Monday, 18 June, 2018 - 19:49

Warga Minta Jalan Beteleme-Wawopada Segera Diaspal

Poros jalan yang sudah sekian bulan dibiarkan dimana di tempat rawan tidak dipasang tanda pengaman dan belum ada tanda-tanda pengaspalan. (Foto : Alekson Waeo/ Metrosulawesi)

Kolonodale, Metrosulawesi.com - Tokoh masyarakat Kecamatan Lembo meminta kepada Bupati Morowali Utara, Ir. Aptripel Tumimomor, MT agar mendesak kontraktor dalam proyek pelebaran jalan Beteleme-Wawopada yang menggunakan material tanah domato untuk segera melakukan pengaspalan jalan tersebut.

‘Kami meminta agar Bupati Morut mendesak kontraktor pelebaran jalan tersebut yang sudah tiga bulan ini membiarkan jalan yang ditimbun material tanah domato hingga musim hujan berlumpur dan saat musim panas debu tanah beterbangan hingga mengancam warga disekitar proyek itu diserang penyakit ISPA (infeksi saluran pernapasan),’’ jelas Septian, warga Desa Beteleme.

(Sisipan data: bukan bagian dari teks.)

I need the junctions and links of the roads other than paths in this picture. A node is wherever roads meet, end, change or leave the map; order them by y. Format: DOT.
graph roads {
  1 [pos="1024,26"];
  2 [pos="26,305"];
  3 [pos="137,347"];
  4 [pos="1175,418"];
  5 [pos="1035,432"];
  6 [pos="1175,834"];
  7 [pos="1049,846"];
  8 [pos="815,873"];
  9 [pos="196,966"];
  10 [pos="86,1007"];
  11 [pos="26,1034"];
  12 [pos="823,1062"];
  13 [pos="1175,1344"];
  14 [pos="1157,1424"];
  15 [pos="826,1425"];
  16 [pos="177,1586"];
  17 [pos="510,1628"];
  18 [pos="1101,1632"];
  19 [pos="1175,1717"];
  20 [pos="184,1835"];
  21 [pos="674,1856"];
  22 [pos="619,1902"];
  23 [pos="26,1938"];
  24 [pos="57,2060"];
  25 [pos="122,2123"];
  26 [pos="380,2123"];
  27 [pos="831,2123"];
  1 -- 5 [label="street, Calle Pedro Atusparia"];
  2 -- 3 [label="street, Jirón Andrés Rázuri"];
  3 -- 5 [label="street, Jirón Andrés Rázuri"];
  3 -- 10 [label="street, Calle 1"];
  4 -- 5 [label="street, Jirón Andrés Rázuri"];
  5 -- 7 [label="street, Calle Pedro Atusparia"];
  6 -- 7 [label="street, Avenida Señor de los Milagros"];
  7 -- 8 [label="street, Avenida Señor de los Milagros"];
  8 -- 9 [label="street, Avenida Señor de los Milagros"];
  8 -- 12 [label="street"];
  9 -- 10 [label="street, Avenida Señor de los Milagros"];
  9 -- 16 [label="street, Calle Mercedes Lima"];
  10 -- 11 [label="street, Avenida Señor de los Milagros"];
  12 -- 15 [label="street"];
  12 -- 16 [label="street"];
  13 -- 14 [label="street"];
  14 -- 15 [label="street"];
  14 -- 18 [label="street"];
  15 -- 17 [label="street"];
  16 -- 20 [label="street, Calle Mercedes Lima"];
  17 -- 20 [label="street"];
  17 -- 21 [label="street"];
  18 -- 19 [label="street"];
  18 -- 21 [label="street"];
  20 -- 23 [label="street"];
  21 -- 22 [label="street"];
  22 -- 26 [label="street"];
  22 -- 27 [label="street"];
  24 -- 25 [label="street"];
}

Menurut Septian pihaknya dalam sebulan lalu sempat bekerja dalam pembuatan saluranatau drainase, namun ia berhenti karena sakit, sering batuk-batuk karena saluran pernapasan terganggu serta tenggorokan sakit bila menelan sesuatu, dari keterangan dokter ia terserang gejala penyakit infeksi saluran pernapasan akibat debu yang sudah sekian lama dihirup, karena kontraktor jalan ini tidak selalu melakukan penyiraman jalan seperti proyek pelebaran jalan Beteleme Tompira Bunta yang setiap hari mobilnya menyiram jalan.

Sementara itu pihak PU juga mengaku telah banyak menerima keluhan warga soal jalan berlubang seperti rak telur ayam dan debu beterbangan jika musim kemarau karena kontraktor ini menggunakan tanah domato, sementara kontraktor Beteleme Tompira Bunta yang sudah hampir rampung melakukan pengaspalan ini menggunakan pasir yang telah disaring, patut dicontoh kontraktor lain.

Menurut Septian, warga kecewa, sebab kontraktor asal Jakarta ini tetap dibiarkan menggunakan tanah domato dan pemasangan drainase atausaluran juga menggunakan batu domato yang jika dibanting hancur lebur.